Observability Hub¶
Comprehensive observability stack providing structured logging, distributed tracing, metrics collection, and alerting for the home security intelligence system.
Overview¶
The observability infrastructure provides full visibility into system operation through four pillars: structured logging with JSON output and trace correlation, Prometheus metrics for quantitative monitoring, distributed tracing via OpenTelemetry for request flow analysis, and Grafana dashboards with Alertmanager for visualization and alerting.
All components are designed for correlation. Log entries include trace IDs and span IDs enabling navigation from logs to traces. Metrics include labels that map to trace attributes. Grafana datasources are configured with derived fields and trace-to-metrics queries for seamless navigation between observability data types.
The stack runs entirely in containers alongside the application services, with Prometheus scraping metrics endpoints, Jaeger collecting traces, and Grafana providing unified visualization. Alertmanager routes alerts based on severity and component, with inhibition rules preventing alert storms.
Note: Loki log aggregation is planned but not currently deployed. The
docker-compose.prod.ymldoes not include a Loki service.
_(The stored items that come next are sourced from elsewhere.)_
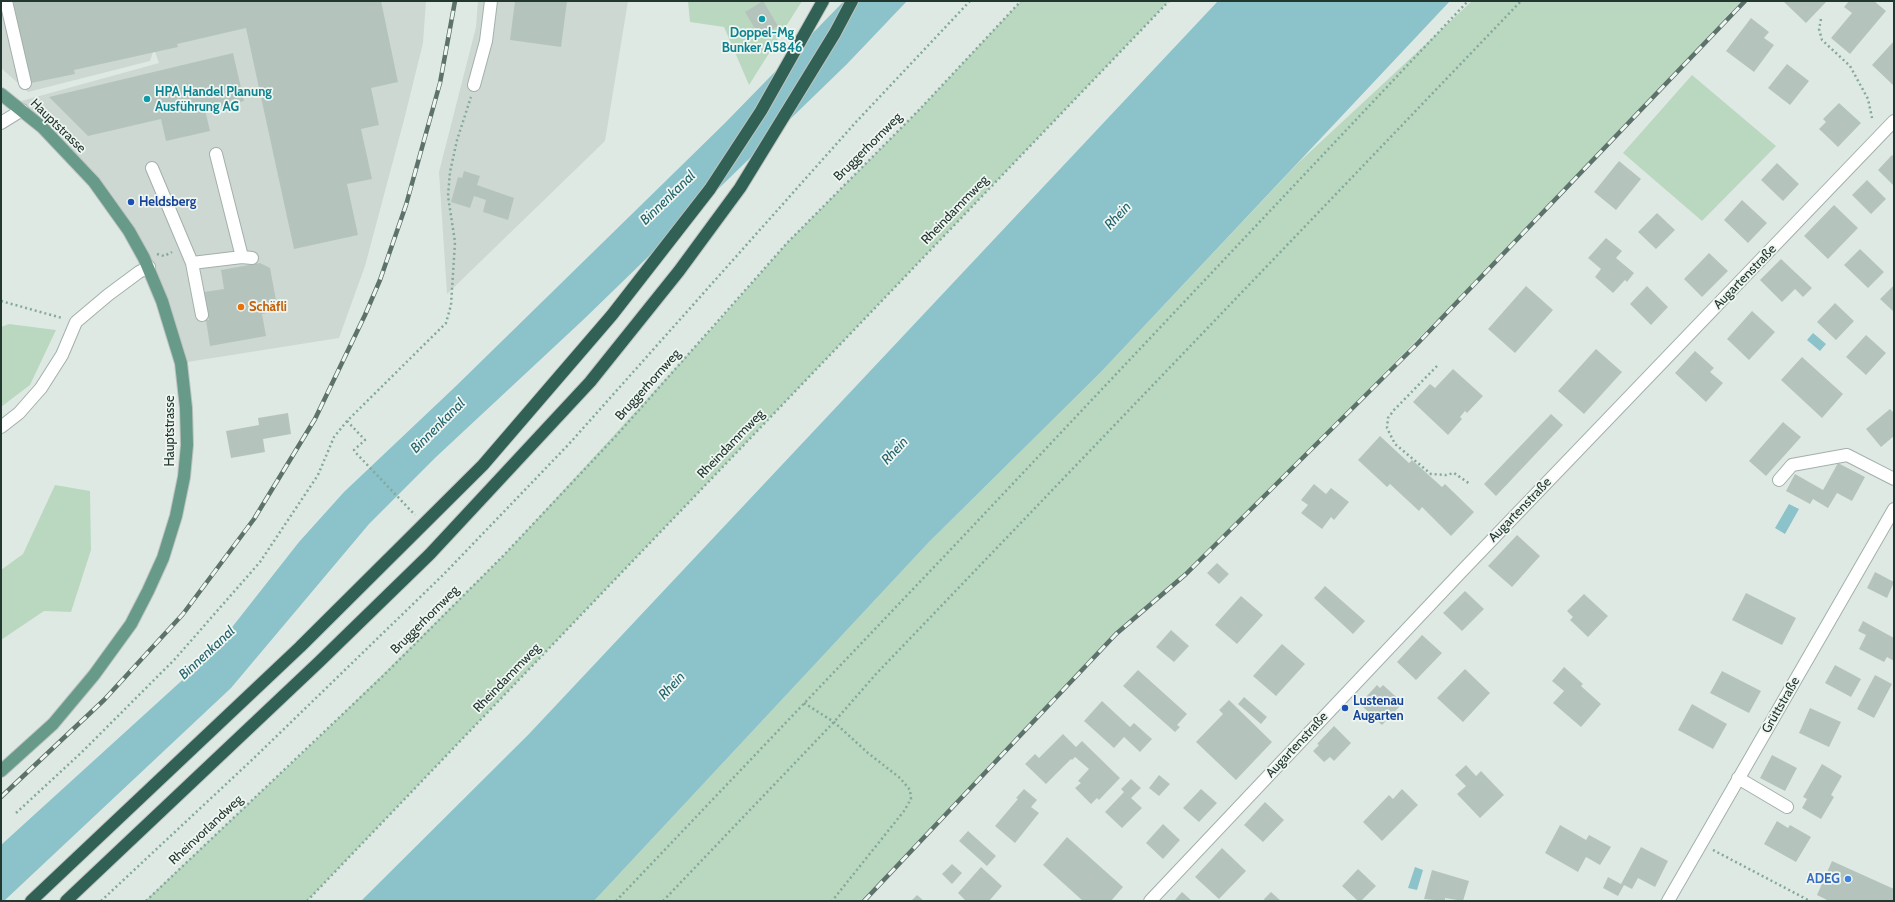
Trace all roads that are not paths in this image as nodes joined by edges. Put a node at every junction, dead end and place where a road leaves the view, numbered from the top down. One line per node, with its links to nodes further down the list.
1 (6, 1): 5 (street)
2 (491, 1): 6 (street)
3 (823, 1): 23 (highway)
4 (852, 1): 24 (highway)
5 (25, 83)
6 (474, 86)
7 (1, 94): 8 (main road, Hauptstrasse)
8 (22, 110): 10 (street); 14 (main road, Hauptstrasse)
9 (1894, 122): 25 (street, Augartenstraße)
10 (1, 124)
11 (216, 154): 13 (street)
12 (152, 168): 13 (street)
13 (192, 263): 15 (street)
14 (148, 267): 16 (street); 20 (main road, Hauptstrasse)
15 (202, 315)
16 (1, 427)
17 (1894, 479): 18 (street)
18 (1778, 480)
19 (1894, 509): 21 (street, Grüttstraße)
20 (1, 771)
21 (1738, 778): 22 (street); 26 (street, Grüttstraße)
22 (1787, 806)
23 (31, 901)
24 (66, 901)
25 (1150, 901)
26 (1668, 901)

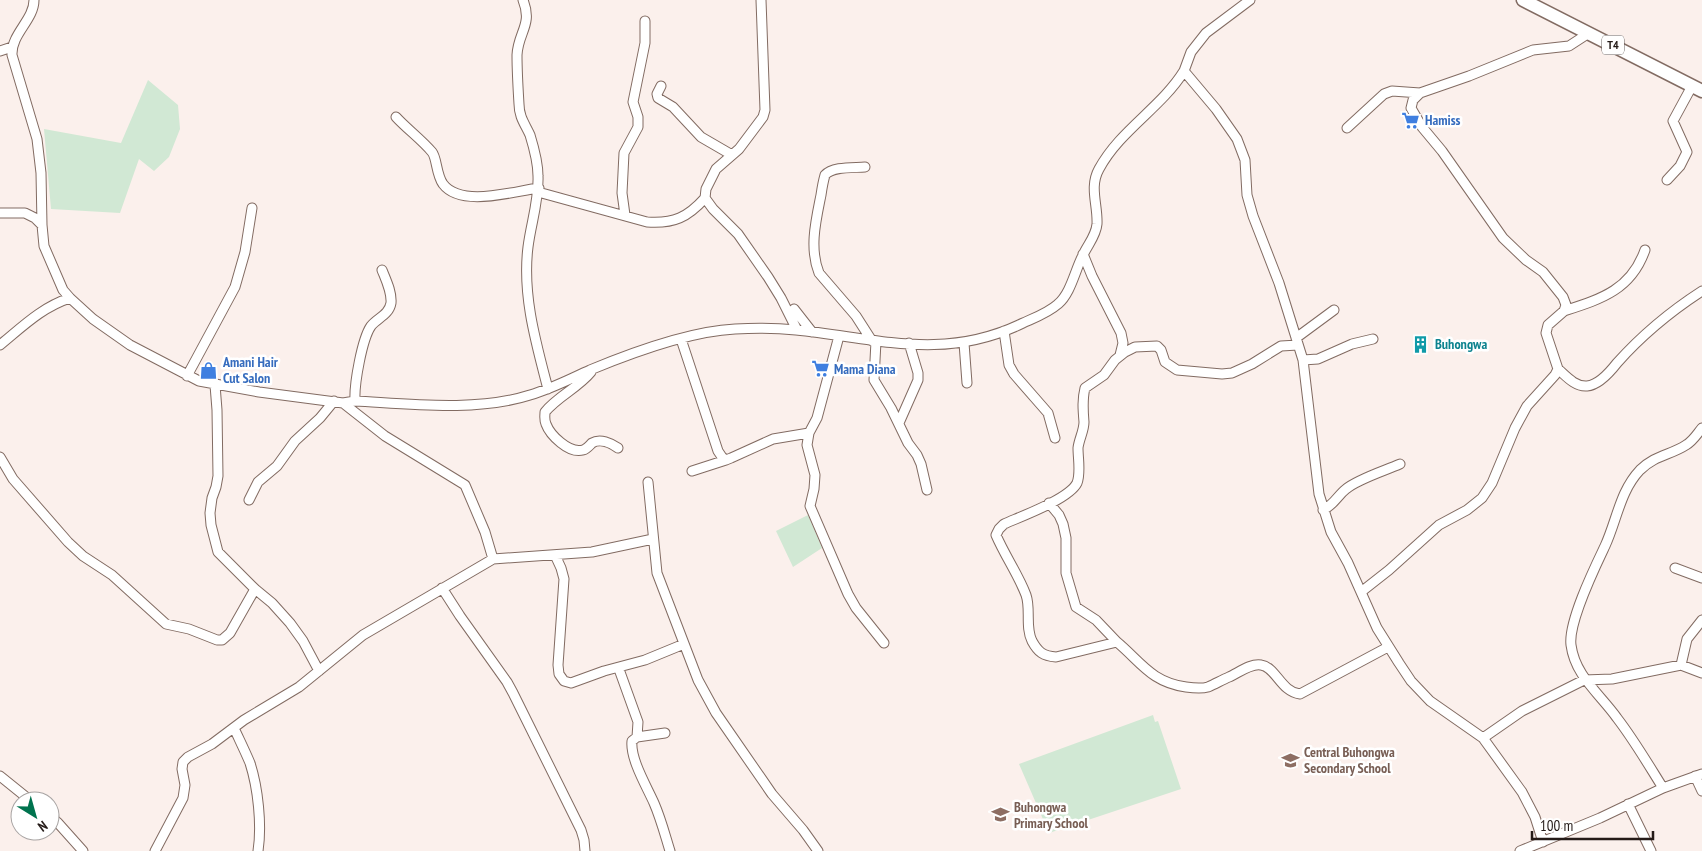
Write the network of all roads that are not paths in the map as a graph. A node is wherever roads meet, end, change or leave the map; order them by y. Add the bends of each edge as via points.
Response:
1 (34, 0) edge
2 (523, 0) edge
3 (761, 0) edge
4 (1250, 0) edge
5 (1526, 1) edge
6 (645, 21) dead end
7 (1590, 33) junction
8 (12, 47) junction
9 (0, 51) edge
10 (1184, 71) junction
11 (661, 86) dead end
12 (1697, 89) edge
13 (1420, 93) junction
14 (396, 117) dead end
15 (1347, 128) dead end
16 (732, 155) junction
17 (865, 167) dead end
18 (1667, 180) dead end
19 (538, 190) junction
20 (705, 198) junction
21 (252, 208) dead end
22 (0, 214) edge
23 (625, 215) junction
24 (42, 225) junction
25 (1645, 250) dead end
26 (1083, 254) junction
27 (382, 270) dead end
28 (1702, 291) edge
29 (70, 298) junction
30 (794, 309) dead end
31 (1334, 310) dead end
32 (1564, 311) junction
33 (797, 330) junction
34 (1004, 331) junction
35 (812, 332) junction
36 (839, 336) junction
37 (681, 339) junction
38 (1373, 339) dead end
39 (874, 341) junction
40 (1297, 342) junction
41 (909, 343) junction
42 (964, 343) junction
43 (0, 345) edge
44 (1120, 355) junction
45 (1304, 360) junction
46 (592, 369) junction
47 (1558, 369) junction
48 (187, 376) junction
49 (967, 383) dead end
50 (215, 385) junction
51 (548, 389) junction
52 (355, 401) junction
53 (339, 402) junction
54 (899, 423) junction
55 (809, 432) junction
56 (1701, 434) edge
57 (1055, 438) dead end
58 (618, 448) dead end
59 (0, 457) edge
60 (726, 460) junction
61 (1400, 464) dead end
62 (692, 471) dead end
63 (648, 482) dead end
64 (927, 490) dead end
65 (249, 500) dead end
66 (1049, 503) junction
67 (1323, 510) junction
68 (653, 539) junction
69 (555, 555) junction
70 (493, 559) junction
71 (1675, 568) dead end
72 (1702, 578) edge
73 (442, 588) junction
74 (255, 589) junction
75 (1360, 592) junction
76 (1702, 620) edge
77 (1117, 642) junction
78 (884, 643) dead end
79 (684, 644) junction
80 (1388, 647) junction
81 (1681, 665) junction
82 (319, 671) junction
83 (620, 672) dead end
84 (1702, 673) edge
85 (1584, 680) junction
86 (234, 728) junction
87 (665, 733) dead end
88 (638, 737) junction
89 (1483, 738) junction
90 (1698, 775) edge
91 (0, 776) edge
92 (1663, 788) junction
93 (19, 791) edge
94 (1702, 791) edge
95 (1628, 804) junction
96 (60, 825) edge
97 (1544, 842) junction
98 (83, 851) edge
99 (155, 851) edge
100 (258, 851) edge
101 (585, 851) edge
102 (670, 851) edge
103 (818, 851) edge
104 (1520, 851) edge
105 (1651, 851) edge

1 - 8 street via 33,9
2 - 19 street via 528,18 517,55 519,105 521,120 535,152
3 - 16 street via 765,110 749,137
4 - 10 street via 1206,33 1191,52
5 - 7 highway, T4
6 - 23 street via 645,42 633,102 638,127 624,153 622,193
7 - 12 highway, T4
7 - 13 street via 1569,46 1533,50
8 - 9 street
8 - 24 street via 37,139
10 - 26 street via 1174,86 1131,128 1098,170 1094,188 1098,221
10 - 40 street via 1237,139 1245,160 1247,196 1280,283
11 - 16 street via 658,98 673,107 701,137
12 - 18 street via 1673,120 1687,152
13 - 15 street via 1392,91 1384,94
13 - 32 street via 1411,108 1422,127 1503,238 1543,272 1560,292 1565,301
14 - 19 street via 432,152 439,176 450,190 462,195 486,196
16 - 20 street via 716,169
17 - 39 street via 829,171 825,175 816,214 814,247 819,273
19 - 23 street
19 - 51 street via 528,248 528,294 535,340
20 - 23 street via 689,214 669,222 648,222
20 - 33 street via 738,234 768,277
21 - 48 street via 235,287
22 - 24 street via 25,213
24 - 29 street via 44,246 58,281
25 - 32 street via 1640,265 1630,278 1613,291
26 - 34 street via 1061,302
26 - 44 street via 1121,333
27 - 52 street via 391,304 385,315 370,327 362,353
28 - 47 street via 1650,330 1600,381 1588,386 1578,385
29 - 43 street via 44,310
29 - 48 street via 114,335
30 - 35 street
31 - 40 street
32 - 47 street via 1548,325 1547,330
33 - 35 street
33 - 37 street via 734,329
34 - 42 street
34 - 57 street via 1012,371 1048,413
35 - 36 street
36 - 39 street
36 - 55 street via 817,418
37 - 46 street
37 - 60 street via 719,454
38 - 45 street via 1318,359
39 - 41 street
39 - 54 street via 874,380
40 - 44 street via 1281,346 1252,364 1222,374 1177,370 1165,362 1157,346 1136,347
40 - 45 street
41 - 42 street
41 - 54 street via 918,380
42 - 49 street
44 - 66 street via 1104,375 1085,388 1077,482 1072,490
45 - 67 street
46 - 51 street
46 - 58 street via 545,412 546,425 565,445 576,450 582,451 597,441
47 - 75 street via 1527,406 1482,498 1439,525
48 - 50 street
50 - 53 street
50 - 74 street via 218,476 212,498 211,525 218,552
51 - 52 street via 484,405
52 - 53 street
53 - 65 street via 295,441 277,466 258,482
53 - 70 street via 385,436 465,485
54 - 64 street via 921,464
55 - 60 street via 773,439
55 - 78 street via 807,445 815,475 810,506 848,594
56 - 85 street via 1685,446 1661,455 1641,470 1623,496 1571,634 1571,646
59 - 74 street via 13,479 68,542 112,575 166,624 222,640 230,633
60 - 62 street
61 - 67 street via 1357,482
63 - 68 street
66 - 77 street via 1063,524 1066,573 1076,607 1096,620
66 - 77 street via 1004,524 996,535 1025,594 1031,639 1041,654 1056,657
67 - 75 street
68 - 69 street via 592,552
68 - 79 street via 657,573
69 - 70 street
69 - 79 street via 564,579 558,665 564,681 571,683
70 - 73 street
71 - 72 street
73 - 82 street via 363,635
73 - 101 street via 513,693 581,830
74 - 82 street via 290,623
75 - 80 street
76 - 81 street via 1687,639
77 - 80 street via 1153,676 1176,686 1208,687 1262,665 1287,689 1300,694
79 - 103 street via 716,713 772,794
80 - 89 street via 1411,681 1430,701
81 - 84 street
81 - 85 street via 1612,680
82 - 86 street
83 - 88 street via 638,722
85 - 89 street via 1522,711
85 - 92 street via 1618,718
86 - 99 street via 184,762 183,798
86 - 100 street via 250,764 257,798
87 - 88 street
88 - 102 street via 632,741 638,769 654,802
89 - 97 street via 1522,792
90 - 92 street
90 - 94 street
91 - 93 street
92 - 95 street
95 - 97 street
95 - 105 street
96 - 98 street
97 - 104 street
Log references to Loki in the architecture diagrams represent the intended future state.
Documents¶
| Document | Description | Key Files |
|---|---|---|
| structured-logging.md | JSON log format, context propagation, trace correlation | backend/core/logging.py:1-1232 |
| prometheus-metrics.md | Custom metrics definitions, histogram buckets, labels | backend/core/metrics.py:1-3240 |
| distributed-tracing.md | OpenTelemetry setup, span context, baggage propagation | backend/core/telemetry.py:1-1007 |
| grafana-dashboards.md | Dashboard configurations, panel queries, datasources | monitoring/grafana/dashboards/*.json |
| alertmanager.md | Alert routing, notification channels, inhibition rules | monitoring/alertmanager.yml:1-215 |
Architecture Diagram¶
graph TD
subgraph "Application Layer"
BE[Backend Service<br/>backend/api/main.py]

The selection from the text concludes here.